A firefighter battles a brush fire on June 17 in California’s Jurupa Valley.
Qian Weizhong—VCG/Getty Images

Environment, social and governance (ESG) reporting is undergoing its biggest stress test since the concept was first coined by the UN Global Compact (UNGC) in 2005, during the tenure of late United Nations Secretary-General Kofi Annan. The concept is under fire from a growing chorus of critics, who argue that ESG is a pointless distraction in a world riven by conflict, energy shortages, rising inflation, and the threat of recession.

No idea is worth its salt unless it can withstand scrutiny–and critics have a point. We are losing ground on a long list of indicators–carbon emissions, absolute levels of poverty, basic healthcare, access to clean and affordable energy, the preservation of our natural environment. This despite a boom in ESG-labeled investment products, which will likely be worth an astonishing $41 trillion by the end of this year, according to industry estimates. That’s almost one-third of global managed funds.

It is time to acknowledge that on a broad range of issues, from runaway climate change to widening social and economic inequalities, our actions do not match the ambition and pace needed to achieve the UN’s Sustainable Development Goals (SDGs) by 2030. It’s also important to admit that the 17 SDGs sometimes present difficult choices for governments. Will Europe burn more coal this winter to heat homes? And how will this affect the continent’s aim to slash emissions by 55% by 2030?

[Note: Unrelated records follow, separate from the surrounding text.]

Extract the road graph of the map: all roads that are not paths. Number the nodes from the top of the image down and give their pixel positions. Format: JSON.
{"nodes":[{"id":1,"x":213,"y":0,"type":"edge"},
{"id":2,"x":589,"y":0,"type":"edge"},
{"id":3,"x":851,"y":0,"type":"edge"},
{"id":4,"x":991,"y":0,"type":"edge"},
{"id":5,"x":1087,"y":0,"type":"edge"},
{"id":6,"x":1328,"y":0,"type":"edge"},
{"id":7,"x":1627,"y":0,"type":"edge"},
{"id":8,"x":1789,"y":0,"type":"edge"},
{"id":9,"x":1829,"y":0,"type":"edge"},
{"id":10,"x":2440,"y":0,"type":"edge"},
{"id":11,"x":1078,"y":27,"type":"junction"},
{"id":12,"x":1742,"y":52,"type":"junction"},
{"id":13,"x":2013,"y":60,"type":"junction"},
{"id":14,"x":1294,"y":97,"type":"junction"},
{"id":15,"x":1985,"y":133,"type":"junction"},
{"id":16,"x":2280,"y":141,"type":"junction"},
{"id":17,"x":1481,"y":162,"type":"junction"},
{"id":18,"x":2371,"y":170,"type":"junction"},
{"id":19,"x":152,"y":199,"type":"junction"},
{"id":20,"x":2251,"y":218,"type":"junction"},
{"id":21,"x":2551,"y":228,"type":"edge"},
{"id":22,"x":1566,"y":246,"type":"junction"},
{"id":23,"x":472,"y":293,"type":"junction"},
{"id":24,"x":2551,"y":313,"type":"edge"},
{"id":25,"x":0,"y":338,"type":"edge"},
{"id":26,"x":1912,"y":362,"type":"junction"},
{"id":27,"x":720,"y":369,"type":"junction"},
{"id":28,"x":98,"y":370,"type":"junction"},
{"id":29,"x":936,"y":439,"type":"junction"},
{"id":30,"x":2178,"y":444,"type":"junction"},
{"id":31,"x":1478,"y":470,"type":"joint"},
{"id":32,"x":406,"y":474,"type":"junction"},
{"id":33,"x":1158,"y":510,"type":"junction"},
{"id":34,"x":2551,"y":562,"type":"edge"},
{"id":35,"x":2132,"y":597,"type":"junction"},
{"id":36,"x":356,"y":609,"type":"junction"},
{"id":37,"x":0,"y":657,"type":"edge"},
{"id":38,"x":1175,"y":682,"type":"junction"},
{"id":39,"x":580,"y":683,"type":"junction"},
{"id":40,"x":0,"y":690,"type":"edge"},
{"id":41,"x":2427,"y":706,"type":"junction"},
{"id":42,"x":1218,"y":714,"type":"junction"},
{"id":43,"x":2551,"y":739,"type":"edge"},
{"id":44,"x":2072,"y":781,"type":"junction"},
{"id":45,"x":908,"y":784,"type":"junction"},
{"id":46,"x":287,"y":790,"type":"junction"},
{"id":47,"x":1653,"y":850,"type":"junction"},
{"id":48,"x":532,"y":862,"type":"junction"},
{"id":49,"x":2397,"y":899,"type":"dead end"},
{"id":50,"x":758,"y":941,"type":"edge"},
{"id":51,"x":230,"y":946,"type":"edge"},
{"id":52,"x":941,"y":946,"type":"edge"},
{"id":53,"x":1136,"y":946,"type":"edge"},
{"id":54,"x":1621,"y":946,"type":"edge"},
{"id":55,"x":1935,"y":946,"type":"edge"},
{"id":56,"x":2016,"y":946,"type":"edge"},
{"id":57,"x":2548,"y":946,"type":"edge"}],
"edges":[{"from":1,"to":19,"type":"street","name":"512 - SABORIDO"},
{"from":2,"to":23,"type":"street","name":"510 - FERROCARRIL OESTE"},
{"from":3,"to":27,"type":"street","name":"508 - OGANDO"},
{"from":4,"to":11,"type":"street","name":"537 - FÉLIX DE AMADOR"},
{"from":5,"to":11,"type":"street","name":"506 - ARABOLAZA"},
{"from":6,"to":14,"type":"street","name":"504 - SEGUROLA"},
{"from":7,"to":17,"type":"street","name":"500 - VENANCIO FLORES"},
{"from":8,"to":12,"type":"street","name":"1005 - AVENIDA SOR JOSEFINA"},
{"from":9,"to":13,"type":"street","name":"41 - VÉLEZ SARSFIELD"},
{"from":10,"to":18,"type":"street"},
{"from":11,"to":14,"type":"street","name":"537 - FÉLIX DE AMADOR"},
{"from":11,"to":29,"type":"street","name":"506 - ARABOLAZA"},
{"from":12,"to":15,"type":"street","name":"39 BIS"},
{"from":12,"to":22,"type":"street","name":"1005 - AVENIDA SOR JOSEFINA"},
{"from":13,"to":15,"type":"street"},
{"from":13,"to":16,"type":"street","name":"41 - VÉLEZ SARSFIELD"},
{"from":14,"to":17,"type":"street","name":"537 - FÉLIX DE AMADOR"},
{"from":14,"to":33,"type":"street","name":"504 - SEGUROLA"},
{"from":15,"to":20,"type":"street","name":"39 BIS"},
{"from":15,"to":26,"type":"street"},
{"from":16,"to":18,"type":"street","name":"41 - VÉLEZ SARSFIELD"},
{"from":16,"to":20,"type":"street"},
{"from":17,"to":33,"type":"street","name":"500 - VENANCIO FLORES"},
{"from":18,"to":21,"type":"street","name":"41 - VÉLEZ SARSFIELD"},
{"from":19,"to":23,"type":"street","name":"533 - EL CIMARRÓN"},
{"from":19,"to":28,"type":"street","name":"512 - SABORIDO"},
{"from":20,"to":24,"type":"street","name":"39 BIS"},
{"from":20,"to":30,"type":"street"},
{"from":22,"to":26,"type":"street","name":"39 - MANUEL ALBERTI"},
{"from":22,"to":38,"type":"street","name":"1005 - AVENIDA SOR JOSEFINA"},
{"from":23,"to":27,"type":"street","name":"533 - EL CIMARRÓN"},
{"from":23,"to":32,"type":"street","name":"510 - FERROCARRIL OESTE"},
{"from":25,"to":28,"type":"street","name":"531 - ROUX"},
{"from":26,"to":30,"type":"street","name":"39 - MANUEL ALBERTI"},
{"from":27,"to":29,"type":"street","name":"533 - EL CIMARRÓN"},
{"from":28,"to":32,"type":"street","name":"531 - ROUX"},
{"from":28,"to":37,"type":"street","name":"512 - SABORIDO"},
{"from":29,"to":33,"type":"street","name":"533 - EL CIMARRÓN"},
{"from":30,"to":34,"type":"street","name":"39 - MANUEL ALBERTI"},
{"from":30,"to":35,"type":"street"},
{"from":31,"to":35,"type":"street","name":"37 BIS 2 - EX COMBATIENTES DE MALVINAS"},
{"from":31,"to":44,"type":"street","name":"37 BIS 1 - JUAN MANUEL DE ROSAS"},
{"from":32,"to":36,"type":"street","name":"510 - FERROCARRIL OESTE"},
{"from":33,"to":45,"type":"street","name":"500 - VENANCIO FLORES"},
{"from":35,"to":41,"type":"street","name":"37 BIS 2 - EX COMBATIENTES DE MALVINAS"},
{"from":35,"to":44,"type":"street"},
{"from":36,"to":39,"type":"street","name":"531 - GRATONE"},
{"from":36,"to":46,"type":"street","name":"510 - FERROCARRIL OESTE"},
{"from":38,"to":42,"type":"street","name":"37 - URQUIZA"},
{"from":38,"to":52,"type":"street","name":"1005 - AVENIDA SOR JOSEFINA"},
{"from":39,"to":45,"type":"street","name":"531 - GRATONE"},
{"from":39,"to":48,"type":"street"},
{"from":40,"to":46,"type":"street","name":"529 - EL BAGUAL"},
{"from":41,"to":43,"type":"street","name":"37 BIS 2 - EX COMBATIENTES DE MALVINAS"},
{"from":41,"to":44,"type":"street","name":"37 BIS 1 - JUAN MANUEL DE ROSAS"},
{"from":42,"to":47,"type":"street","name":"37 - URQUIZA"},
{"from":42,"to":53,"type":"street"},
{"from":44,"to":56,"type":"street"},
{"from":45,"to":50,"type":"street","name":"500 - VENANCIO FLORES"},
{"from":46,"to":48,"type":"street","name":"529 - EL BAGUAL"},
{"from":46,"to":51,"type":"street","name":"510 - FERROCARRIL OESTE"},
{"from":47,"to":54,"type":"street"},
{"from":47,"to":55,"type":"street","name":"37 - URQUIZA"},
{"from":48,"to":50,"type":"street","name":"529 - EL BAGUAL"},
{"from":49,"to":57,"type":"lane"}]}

While the goals embedded in the initials ESG may not always align with each other, the core reasoning behind the interconnectedness of ESG remains sound–and it’s more relevant today than it was 20 years ago. Back then, the UN Global Compact’s seminal report Who Cares Wins argued that companies and financial institutions could significantly enhance their performance and create more value for shareholders if they became better at managing a broad range of environmental, social and governance risks.

By these measures, ESG is succeeding. On the risk management side, at least, the evidence shows ESG works. Of more than 2,000 academic studies, according to management consultants McKinsey, around 70% found a positive correlation between ESG scores and financial returns–whether measured by equity returns, profitability, or valuation multiples. Increasingly, too, companies with good ESG frameworks are being rewarded with lower borrowing costs. Lenders reason that companies with healthy ESG scores have better governance and risk management processes, and therefore represent a lower lending risk.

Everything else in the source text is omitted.